I’ve didn’t use it, not only because there’s no vegetable shortening in France, but it invites the inevitable question even in the U.S.: What can I use in place of the shortening? And I don’t know. Marion Cunningham told me she brought a tin of it to Paris when asked to come and make pies at the Ritz Hotel. According to her, the chef picked up the can, took a look at it, and said, “What is this sh*t?”
Others, even in America, don’t like to use shortening for a variety of reasons. (Although there is all-natural vegetable shortening.) I don’t get all worked up about it, it but I prefer to stick with butter.
The one issue I had with the pan when I unmolded the cake was there were air bubbles in the creases with created some rough edges. I got out my magnifying glass and looked at pictures of cakes made in this pan elsewhere and didn’t see any holes, or rough edges, like mine had.
I think the secret to get the creases not to have little holes, from air pockets (since I did my best to rap the cake on the counter a few times after adding the batter to the mold) is to either pipe the batter into the creases before baking the cake, or brushing up on your Photoshop skills if you’re planning on taking pictures of it and sharing them.
Or, you can let it go. They didn’t bother me, especially when they were deliciously filled in with the thick bittersweet chocolate glaze, which is the fun part of making glazed bundt cakes like this. They’re not fussy, and you don’t need to be an all-star cake decorator to have success with them.
My challenge was figuring out how to click the shutter button on my camera while icing a cake. No wonder it took Cenk six years to finish the book! (I didn’t think you could wait that long.)
In the end, though, it doesn’t matter. The proof is in the pudding, or in the cake.
One tip is to make sure to slightly underbake the cake. There’s heavy cream in the batter to counter some of chocolate’s drying tendencies (chocolate is an acidic ingredient) so remove the cake from the oven when there are still moist crumbs clinging to the toothpick. Most chocolate desserts benefit from being slightly underbaked, and this doubly delicious chocolate cake is no exception.

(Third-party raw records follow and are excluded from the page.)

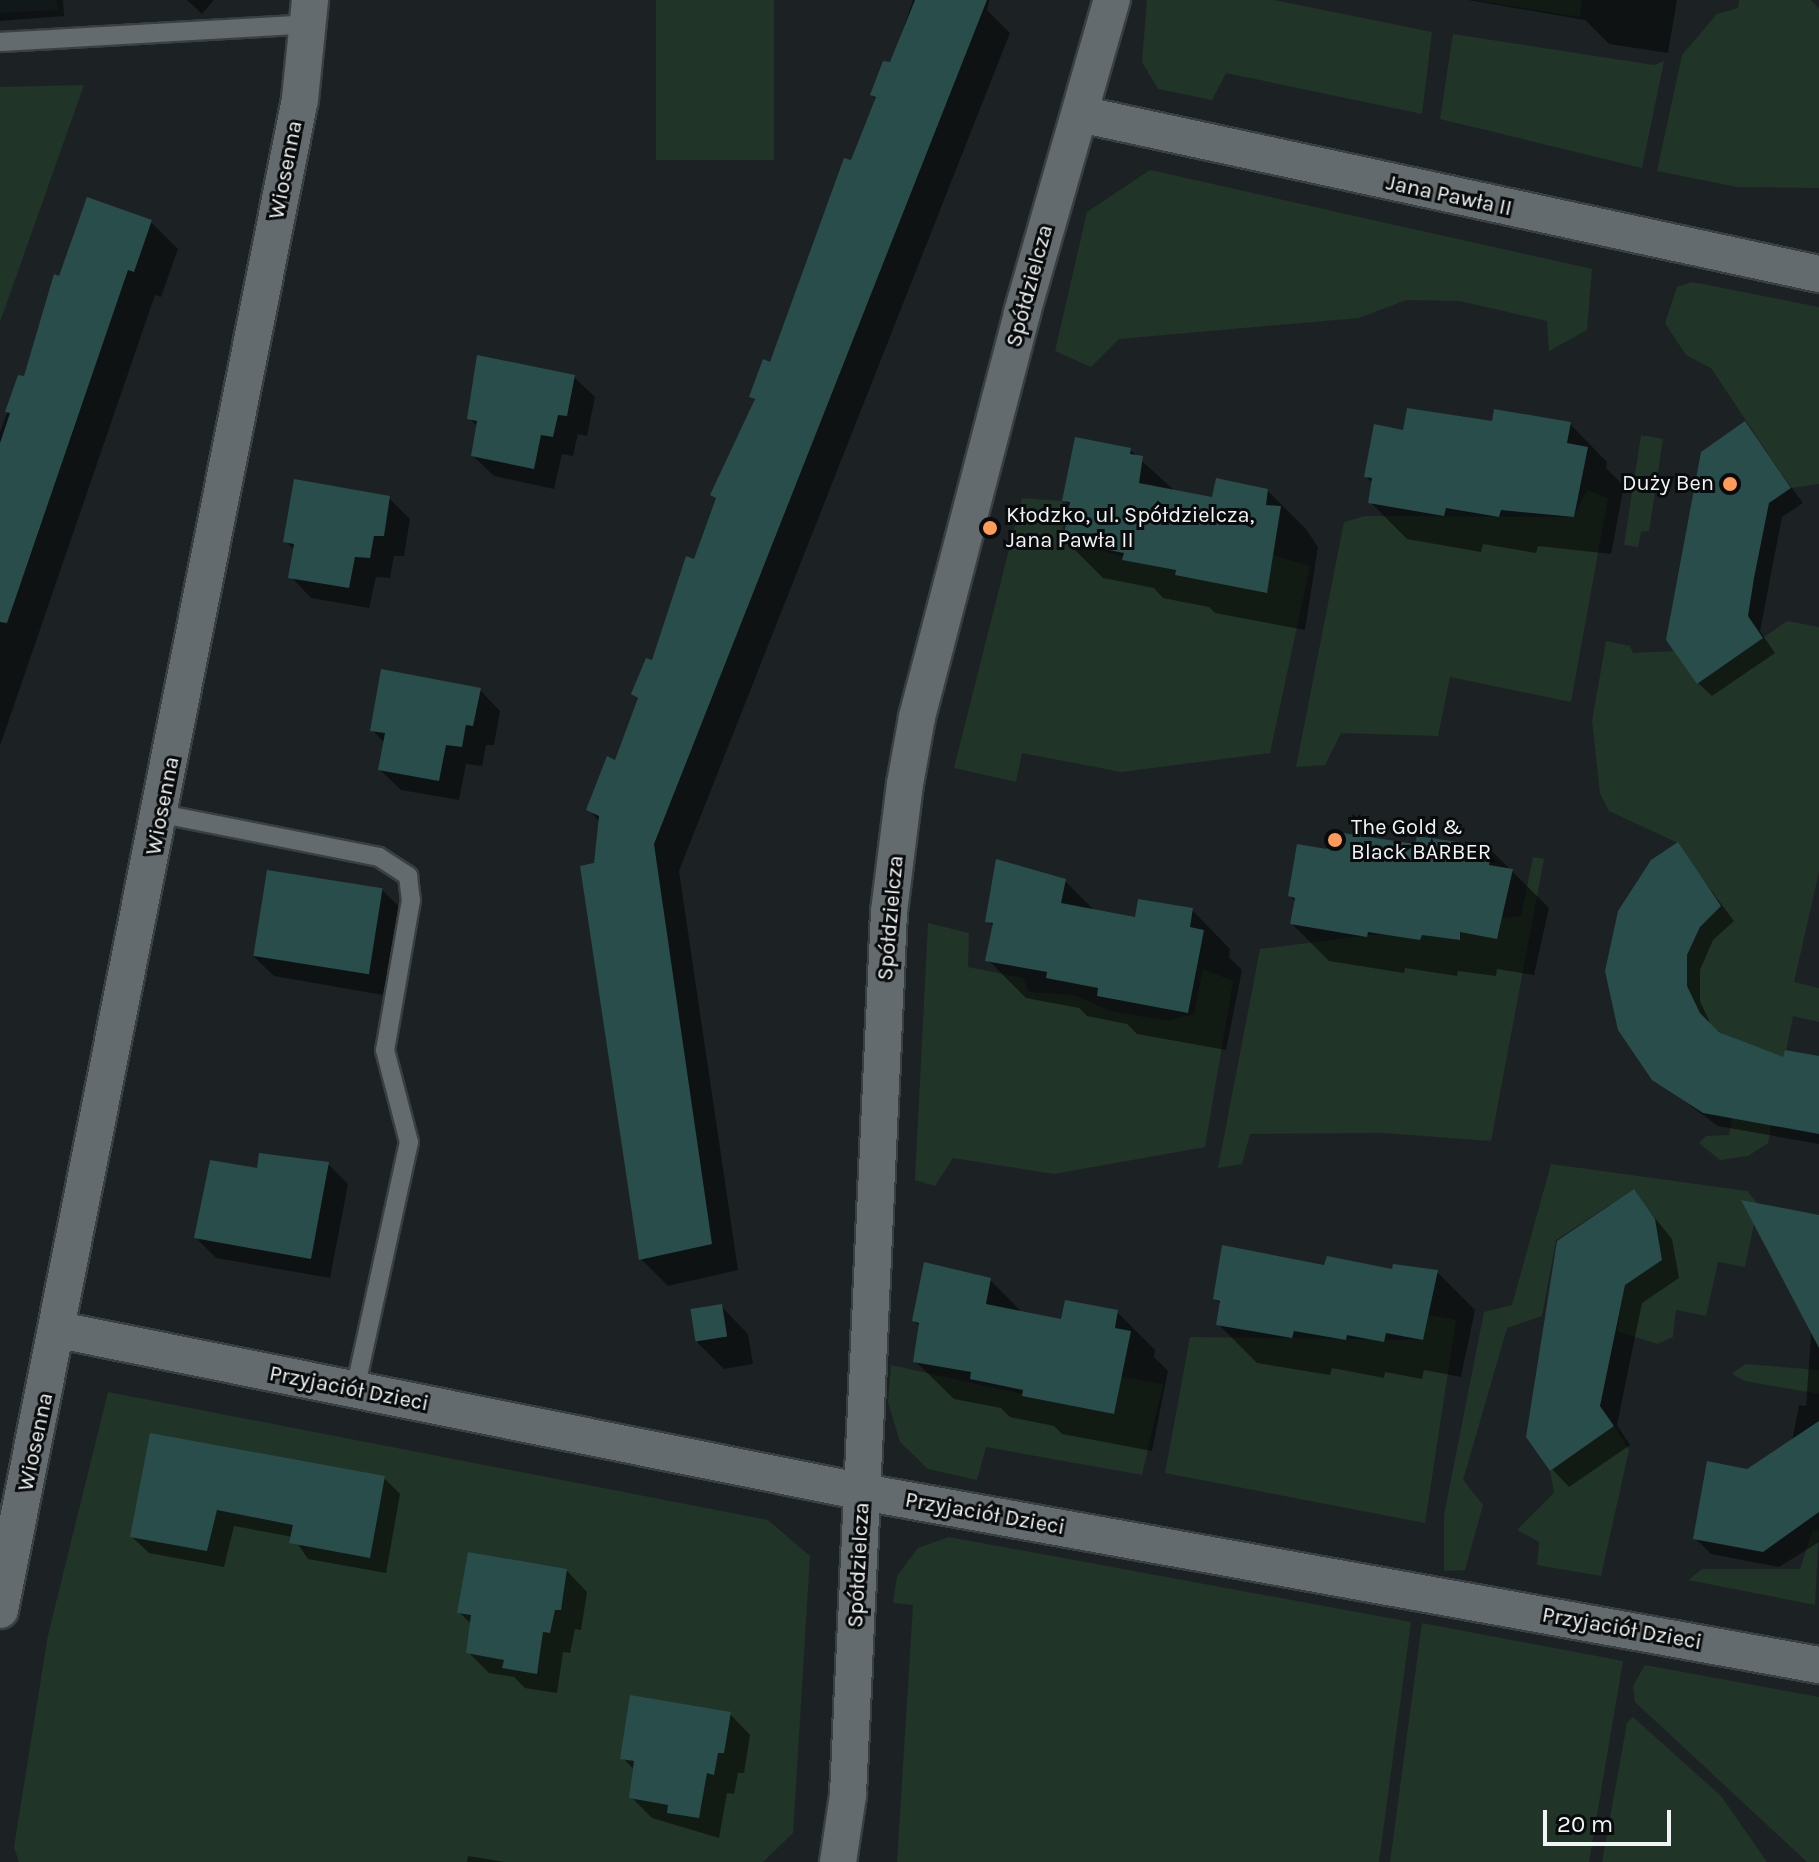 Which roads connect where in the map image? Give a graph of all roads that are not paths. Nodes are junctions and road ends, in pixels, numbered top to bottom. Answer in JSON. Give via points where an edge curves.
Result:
{"nodes":[{"id":1,"x":1112,"y":0,"type":"edge"},
{"id":2,"x":309,"y":12,"type":"edge"},
{"id":3,"x":0,"y":42,"type":"edge"},
{"id":4,"x":1080,"y":114,"type":"junction"},
{"id":5,"x":1819,"y":274,"type":"edge"},
{"id":6,"x":162,"y":814,"type":"junction"},
{"id":7,"x":59,"y":1330,"type":"junction"},
{"id":8,"x":355,"y":1390,"type":"junction"},
{"id":9,"x":863,"y":1492,"type":"junction"},
{"id":10,"x":0,"y":1610,"type":"edge"},
{"id":11,"x":1819,"y":1665,"type":"edge"},
{"id":12,"x":838,"y":1862,"type":"edge"}],
"edges":[{"from":1,"to":4,"type":"street","name":"Spółdzielcza"},
{"from":2,"to":3,"type":"lane"},
{"from":2,"to":6,"type":"street","name":"Wiosenna","via":[[300,99]]},
{"from":4,"to":5,"type":"street","name":"Jana Pawła II"},
{"from":4,"to":9,"type":"street","name":"Spółdzielcza","via":[[1022,313],[917,717],[905,784],[889,912]]},
{"from":6,"to":7,"type":"street","name":"Wiosenna"},
{"from":6,"to":8,"type":"lane","via":[[379,857],[408,876],[411,900],[385,1050],[409,1142]]},
{"from":7,"to":8,"type":"street","name":"Przyjaciół Dzieci"},
{"from":7,"to":10,"type":"street","name":"Wiosenna"},
{"from":8,"to":9,"type":"street","name":"Przyjaciół Dzieci"},
{"from":9,"to":11,"type":"street","name":"Przyjaciół Dzieci"},
{"from":9,"to":12,"type":"street","name":"Spółdzielcza","via":[[848,1795]]}]}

|Double Chocolate Bundt Cake with Chocolate Glaze||
|10 to 12 servings|
5 ounces (140g) bittersweet or semisweet chocolate, chopped
1/2 cup (50g) Dutch process cocoa powder, sifted if lumpy
1/2 cup (125ml) heavy cream
1/2 cup (125ml) strong coffee
2 teaspoons vanilla extract
2 cups (280g) flour
1/2 teaspoon baking soda
1/2 teaspoon salt
7 ounces (200g) unsalted butter, at room temperature
1 3/4 cups (350g) sugar
4 large eggs, at room temperature
5 ounces (140g) bittersweet or semisweet chocolate, chopped
3/4 cup (180ml) heavy cream
1 teaspoon vanilla extract
1. Preheat the oven to 325ºF (160ºC). Set the rack in the center of the oven. Generously, and thoroughly, butter a 10-inch (23cm) bundt pan.
2. Put the chopped chocolate and cocoa powder in a medium sized bowl. Bring the heavy cream and coffee almost to a boil, remove from heat, and pour over the chocolate and cocoa powder. Let sit for 30 seconds, then stir until the chocolate is melted and smooth. Stir in the vanilla.
3. In a separate medium sized bowl, whisk together the flour, baking powder, baking soda, and salt.
4. In the bowl of a stand mixer fitted with the paddle attachment, or by hand in a large bowl, beat the butter at medium-high speed until smooth and creamy. Add the sugar and continue to beat until light and creamy, about 3 minutes. Add the eggs one at a time, stopping the mixer between additions, to scrape down the sides, so the eggs are incorporated.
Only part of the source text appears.